In this study, a randomized comparison with a control group was not conducted, and no follow-up was conducted after therapy. Thus, long-term prognoses were not observed. In addition, all patients were outpatients who sought medical attention in a specialty outpatient clinic of a university hospital. Although insomnia disorder is highly comorbid with various medical conditions, especially with mental disorders, patients with comorbid insomnia were excluded to prevent any contamination by psychotropic medications except for hypnotics. Thus, the characteristics of the group of research participants may have differed from those of patients seeking local primary medical care, and caution is warranted when generalizing the results of this study to all patients with an insomnia disorder. Furthermore, this study did not include any patients that met the criteria of paradoxical insomnia in ICSD-2, according to the subjective TST. Patients with paradoxical insomnia typically state that they did not sleep at all in the morning while the PSG shows adequate and relatively “normal” sleep time. Although sleep misperception is also included as a characteristic of paradoxical insomnia, typical paradoxical insomnia could share some pathologies associated with mental disorders [13]. Our exclusion criteria of the study participants could have caused this limitation. Moreover, the averaged ISI score of the study participants points to the moderate severity of insomnia disorder. Patients with irregular sleep–wake habits such as shift work and frequent international travel were also excluded. However, particular attention was not given to minor changes in the sleep–wake schedule of daily life; this could also be a limitation.

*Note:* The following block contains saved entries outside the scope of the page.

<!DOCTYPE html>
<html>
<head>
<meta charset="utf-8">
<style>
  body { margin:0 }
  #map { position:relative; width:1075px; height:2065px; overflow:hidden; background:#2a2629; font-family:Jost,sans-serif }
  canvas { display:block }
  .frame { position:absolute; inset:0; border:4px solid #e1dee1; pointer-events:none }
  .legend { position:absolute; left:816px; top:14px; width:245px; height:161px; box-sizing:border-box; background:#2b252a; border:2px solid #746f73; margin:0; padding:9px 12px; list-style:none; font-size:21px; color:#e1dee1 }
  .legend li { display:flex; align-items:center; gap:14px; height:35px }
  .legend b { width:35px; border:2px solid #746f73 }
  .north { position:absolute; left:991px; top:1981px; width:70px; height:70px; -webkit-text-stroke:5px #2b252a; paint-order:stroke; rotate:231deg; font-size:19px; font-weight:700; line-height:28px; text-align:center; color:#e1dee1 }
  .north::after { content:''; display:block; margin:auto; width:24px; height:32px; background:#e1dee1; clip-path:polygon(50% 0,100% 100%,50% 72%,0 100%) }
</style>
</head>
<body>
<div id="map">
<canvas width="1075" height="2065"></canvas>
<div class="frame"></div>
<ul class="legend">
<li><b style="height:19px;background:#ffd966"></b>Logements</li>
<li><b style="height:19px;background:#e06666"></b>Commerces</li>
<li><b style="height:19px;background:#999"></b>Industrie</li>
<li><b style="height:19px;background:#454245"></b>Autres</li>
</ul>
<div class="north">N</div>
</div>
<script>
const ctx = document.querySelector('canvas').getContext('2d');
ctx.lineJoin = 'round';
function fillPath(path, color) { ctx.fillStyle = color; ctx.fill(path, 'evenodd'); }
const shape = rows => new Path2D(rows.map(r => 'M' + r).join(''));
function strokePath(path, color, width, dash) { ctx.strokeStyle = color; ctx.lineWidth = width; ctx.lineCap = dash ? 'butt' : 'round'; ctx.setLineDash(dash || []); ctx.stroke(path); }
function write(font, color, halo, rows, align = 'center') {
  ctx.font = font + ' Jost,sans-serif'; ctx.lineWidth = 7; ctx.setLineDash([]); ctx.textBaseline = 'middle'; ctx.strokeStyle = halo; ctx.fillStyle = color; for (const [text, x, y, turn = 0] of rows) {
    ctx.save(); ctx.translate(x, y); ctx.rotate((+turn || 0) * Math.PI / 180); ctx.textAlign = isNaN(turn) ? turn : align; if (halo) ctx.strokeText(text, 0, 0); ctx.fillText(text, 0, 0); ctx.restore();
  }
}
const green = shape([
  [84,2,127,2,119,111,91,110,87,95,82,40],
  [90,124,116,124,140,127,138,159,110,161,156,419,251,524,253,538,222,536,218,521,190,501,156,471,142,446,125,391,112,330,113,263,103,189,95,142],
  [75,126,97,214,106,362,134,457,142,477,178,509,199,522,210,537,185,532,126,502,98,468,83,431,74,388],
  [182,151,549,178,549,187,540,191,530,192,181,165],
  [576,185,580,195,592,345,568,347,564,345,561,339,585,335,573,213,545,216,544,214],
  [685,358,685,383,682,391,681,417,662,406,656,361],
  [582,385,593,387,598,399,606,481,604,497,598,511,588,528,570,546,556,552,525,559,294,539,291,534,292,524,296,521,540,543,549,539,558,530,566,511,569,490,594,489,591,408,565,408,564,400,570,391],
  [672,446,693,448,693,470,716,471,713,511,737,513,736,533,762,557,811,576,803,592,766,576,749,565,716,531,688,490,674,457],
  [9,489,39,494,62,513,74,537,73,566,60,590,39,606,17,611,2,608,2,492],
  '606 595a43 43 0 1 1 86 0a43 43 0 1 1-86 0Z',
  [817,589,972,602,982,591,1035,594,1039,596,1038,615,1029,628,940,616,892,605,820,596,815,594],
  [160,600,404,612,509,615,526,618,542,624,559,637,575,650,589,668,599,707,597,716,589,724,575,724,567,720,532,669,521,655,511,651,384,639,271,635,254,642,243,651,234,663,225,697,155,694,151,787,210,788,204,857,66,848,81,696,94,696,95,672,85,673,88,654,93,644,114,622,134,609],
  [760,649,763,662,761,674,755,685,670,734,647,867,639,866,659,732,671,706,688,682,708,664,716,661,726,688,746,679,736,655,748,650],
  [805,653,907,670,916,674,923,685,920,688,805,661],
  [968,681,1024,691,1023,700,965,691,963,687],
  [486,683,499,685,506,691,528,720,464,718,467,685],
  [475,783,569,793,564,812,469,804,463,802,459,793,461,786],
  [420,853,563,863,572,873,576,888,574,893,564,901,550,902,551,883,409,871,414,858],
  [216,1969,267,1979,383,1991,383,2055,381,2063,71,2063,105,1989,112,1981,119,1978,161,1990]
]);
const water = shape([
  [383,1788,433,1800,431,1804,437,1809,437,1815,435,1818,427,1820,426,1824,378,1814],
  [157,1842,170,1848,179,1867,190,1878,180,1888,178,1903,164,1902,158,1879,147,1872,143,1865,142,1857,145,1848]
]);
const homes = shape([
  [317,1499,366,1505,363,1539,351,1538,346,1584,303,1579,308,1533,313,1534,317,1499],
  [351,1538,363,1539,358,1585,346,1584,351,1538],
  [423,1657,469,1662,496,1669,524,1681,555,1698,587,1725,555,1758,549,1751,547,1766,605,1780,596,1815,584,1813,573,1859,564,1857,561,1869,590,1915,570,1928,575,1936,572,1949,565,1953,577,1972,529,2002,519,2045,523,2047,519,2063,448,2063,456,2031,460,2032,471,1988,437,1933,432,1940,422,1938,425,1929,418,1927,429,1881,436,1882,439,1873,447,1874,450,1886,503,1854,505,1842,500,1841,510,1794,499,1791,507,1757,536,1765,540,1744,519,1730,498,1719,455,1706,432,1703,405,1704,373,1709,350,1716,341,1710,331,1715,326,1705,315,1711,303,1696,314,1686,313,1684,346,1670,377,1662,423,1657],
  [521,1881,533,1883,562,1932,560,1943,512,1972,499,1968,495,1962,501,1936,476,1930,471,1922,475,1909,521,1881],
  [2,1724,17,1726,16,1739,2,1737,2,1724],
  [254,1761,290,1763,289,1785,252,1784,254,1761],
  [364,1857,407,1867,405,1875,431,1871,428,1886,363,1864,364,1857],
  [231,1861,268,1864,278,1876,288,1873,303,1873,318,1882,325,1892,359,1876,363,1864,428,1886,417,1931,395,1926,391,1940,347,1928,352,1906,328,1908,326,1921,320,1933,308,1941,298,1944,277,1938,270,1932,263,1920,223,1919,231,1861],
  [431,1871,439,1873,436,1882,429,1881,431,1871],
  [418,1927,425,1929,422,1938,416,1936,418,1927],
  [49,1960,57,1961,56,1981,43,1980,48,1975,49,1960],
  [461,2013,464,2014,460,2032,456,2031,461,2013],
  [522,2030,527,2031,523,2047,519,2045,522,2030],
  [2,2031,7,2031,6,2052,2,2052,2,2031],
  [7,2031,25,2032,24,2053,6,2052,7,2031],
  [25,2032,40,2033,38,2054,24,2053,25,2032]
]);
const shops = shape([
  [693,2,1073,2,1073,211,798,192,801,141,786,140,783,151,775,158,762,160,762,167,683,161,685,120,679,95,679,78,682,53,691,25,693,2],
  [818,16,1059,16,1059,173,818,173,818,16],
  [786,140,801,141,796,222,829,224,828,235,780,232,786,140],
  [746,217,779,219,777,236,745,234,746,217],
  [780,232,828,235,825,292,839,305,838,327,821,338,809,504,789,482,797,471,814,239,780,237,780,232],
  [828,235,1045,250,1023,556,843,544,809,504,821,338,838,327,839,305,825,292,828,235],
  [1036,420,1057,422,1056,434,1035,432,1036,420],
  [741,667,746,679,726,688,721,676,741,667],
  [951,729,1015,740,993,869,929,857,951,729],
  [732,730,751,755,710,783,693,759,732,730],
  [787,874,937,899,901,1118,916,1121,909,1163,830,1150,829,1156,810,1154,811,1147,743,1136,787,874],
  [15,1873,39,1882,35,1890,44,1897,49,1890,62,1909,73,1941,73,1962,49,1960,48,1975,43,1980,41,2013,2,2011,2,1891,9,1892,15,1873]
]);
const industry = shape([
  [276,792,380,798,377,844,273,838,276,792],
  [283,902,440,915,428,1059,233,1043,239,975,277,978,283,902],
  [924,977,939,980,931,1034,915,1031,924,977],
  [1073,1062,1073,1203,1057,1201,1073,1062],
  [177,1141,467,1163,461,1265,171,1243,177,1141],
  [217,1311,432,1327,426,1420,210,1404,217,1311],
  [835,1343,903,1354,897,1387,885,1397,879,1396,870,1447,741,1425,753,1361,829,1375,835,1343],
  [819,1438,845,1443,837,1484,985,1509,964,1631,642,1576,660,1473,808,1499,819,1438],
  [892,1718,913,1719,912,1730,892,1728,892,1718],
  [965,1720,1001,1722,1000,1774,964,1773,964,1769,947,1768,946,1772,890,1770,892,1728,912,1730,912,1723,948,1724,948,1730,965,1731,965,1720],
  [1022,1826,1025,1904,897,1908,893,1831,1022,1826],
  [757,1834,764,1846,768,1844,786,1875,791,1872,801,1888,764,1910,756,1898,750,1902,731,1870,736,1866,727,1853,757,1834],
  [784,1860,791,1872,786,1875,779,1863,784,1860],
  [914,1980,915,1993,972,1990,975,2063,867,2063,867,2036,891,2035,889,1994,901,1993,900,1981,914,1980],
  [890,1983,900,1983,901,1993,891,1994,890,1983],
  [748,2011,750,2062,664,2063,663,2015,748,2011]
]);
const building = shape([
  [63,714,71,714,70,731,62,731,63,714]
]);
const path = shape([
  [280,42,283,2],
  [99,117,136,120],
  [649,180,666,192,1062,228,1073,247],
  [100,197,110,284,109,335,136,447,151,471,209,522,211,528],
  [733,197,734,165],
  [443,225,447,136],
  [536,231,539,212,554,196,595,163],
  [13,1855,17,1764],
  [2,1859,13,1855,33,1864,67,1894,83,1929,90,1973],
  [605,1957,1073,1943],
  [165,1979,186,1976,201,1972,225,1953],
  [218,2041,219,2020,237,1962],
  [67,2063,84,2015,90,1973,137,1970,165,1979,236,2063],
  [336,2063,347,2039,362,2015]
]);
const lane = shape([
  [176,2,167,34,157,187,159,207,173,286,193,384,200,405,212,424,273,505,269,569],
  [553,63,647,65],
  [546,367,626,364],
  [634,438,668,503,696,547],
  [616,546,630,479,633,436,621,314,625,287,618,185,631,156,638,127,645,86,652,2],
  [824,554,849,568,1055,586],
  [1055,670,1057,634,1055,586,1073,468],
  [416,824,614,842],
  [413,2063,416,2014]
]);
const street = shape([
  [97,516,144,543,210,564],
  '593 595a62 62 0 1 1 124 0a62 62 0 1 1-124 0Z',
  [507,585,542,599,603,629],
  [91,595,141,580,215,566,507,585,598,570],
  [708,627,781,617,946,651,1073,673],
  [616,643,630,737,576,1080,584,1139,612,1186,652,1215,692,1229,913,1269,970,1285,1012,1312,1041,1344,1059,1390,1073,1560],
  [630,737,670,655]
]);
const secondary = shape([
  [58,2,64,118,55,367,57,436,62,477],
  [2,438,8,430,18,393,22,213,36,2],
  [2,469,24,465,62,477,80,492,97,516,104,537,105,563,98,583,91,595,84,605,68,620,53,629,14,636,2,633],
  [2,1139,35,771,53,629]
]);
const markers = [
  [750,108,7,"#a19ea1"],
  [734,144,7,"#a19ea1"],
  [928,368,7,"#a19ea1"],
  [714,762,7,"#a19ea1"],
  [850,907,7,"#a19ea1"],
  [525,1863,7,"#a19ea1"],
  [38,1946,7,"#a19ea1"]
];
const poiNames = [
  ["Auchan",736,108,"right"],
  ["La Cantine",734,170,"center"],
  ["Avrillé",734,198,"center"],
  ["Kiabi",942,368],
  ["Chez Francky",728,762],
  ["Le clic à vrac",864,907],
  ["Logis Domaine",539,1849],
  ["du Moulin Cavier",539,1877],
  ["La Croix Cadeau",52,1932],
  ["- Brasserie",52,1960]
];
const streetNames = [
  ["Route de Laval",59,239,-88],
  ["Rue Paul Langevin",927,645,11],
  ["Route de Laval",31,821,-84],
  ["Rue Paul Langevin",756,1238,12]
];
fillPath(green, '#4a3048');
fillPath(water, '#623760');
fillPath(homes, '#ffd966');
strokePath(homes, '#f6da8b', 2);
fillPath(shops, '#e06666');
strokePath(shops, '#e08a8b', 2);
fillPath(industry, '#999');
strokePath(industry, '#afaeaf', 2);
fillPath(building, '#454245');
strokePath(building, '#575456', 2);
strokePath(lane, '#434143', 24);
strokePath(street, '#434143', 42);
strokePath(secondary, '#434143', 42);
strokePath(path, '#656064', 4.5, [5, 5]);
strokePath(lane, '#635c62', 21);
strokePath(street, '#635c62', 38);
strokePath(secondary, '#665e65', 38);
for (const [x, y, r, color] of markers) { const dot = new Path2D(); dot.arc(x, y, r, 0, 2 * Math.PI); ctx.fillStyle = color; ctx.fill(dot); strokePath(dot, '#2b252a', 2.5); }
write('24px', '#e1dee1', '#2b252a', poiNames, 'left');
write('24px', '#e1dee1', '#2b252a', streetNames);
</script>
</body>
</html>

The assessment of objective sleep by actigraphy is also a major limitation, since PSG is the standard technique for the measurement of objective sleep variables. It has been reported that although correlations are relatively strong between PSG and actigraphy, actigraphy tends to overestimate sleep; compared with PSG, actigraphy tends to report shorter SOL, longer TST, shorter WASO, and higher SE in patients with insomnia. Withrow et al. reported that actigraphy (Philips Healthcare, Bend, OR) is fairly accurate in measuring TIB, TST, SOL, and SE but significantly underestimates WASO as compared to PSG [55]. Thus, the subjective–objective discrepancy in WASO could be underestimated and was used for patient feedback during CBT-I in the current study. This could have facilitated the conversion of sleep evaluation after CBT-I. PSG is intrinsically sensitive to unconsciously emerged micro-arousal states during sleep. However, such micro-arousal states could influence the pathophysiology of sleep misperception per se [60]. Thus, further technologies, such as high-density electroencephalography, could be appropriate for measuring sleep continuity and subjective sleep quality, which may also be associated with insomnia pathology [61]. In contrast, actigraphy is highly suitable to obtaining objective sleep data for assessing patients’ habitual sleep states compared to PSG administered at a lab or hospital. Recently developed high-precision wearable and portable electroencephalography methods could be available for assessing sleep discrepancy at home [44, 62]. Future studies should use more reliable methods to ensure transferability across measures.

This study was a pilot exploratory study, and the sample size was not defined based on a priori power analysis. In addition, although objective data were processed by a blinded technologist, all statistical analyses were conducted by the same psychologist who conducted all CBT-I sessions. Thus, this could also be construed as a limitation.

Conclusion

This study assessed changes in sleep discrepancy during the CBT-I for primary insomnia patients. Cognitive biases, including sleep discrepancy, could be reduced by CBT-I. Sleep discrepancy seemed to convert negative to positive bias directions in accordance with insomnia severity reduction by CBT-I. Although sleep discrepancy decreased with CBT-I, this appeared to partially contribute to improvements in primary insomnia. Further longitudinal randomized control trials are warranted to clarify the possible specificity of CBT-I in treating sleep discrepancy, in addition to improving the long-term resilience of patients with regard to the potential development of primary insomnia.